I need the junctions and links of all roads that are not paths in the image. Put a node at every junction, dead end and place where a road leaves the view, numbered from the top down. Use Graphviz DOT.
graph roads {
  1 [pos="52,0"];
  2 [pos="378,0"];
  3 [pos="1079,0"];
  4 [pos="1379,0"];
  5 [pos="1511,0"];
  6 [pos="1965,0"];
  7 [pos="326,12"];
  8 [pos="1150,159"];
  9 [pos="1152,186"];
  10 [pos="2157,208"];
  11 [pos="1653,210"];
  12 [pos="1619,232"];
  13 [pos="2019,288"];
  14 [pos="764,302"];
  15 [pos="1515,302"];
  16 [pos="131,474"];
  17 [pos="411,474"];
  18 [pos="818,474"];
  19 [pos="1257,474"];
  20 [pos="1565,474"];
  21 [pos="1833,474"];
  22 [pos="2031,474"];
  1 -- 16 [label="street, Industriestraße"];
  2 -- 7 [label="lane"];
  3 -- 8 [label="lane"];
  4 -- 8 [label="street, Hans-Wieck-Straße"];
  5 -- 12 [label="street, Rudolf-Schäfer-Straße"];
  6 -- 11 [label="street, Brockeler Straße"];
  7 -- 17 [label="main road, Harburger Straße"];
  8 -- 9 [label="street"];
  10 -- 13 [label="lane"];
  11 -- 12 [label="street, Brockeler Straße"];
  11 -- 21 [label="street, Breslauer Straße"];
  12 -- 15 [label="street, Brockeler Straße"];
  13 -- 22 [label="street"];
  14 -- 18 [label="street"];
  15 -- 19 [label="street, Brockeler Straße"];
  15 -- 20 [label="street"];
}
****
→ What you will do: Each line above that includes "roads" should be shown.

→ Result of the exercise:
I need the junctions and links of all roads that are not paths in the image. Put a node at every junction, dead end and place where a road leaves the view, numbered from the top down. Use Graphviz DOT.
graph roads {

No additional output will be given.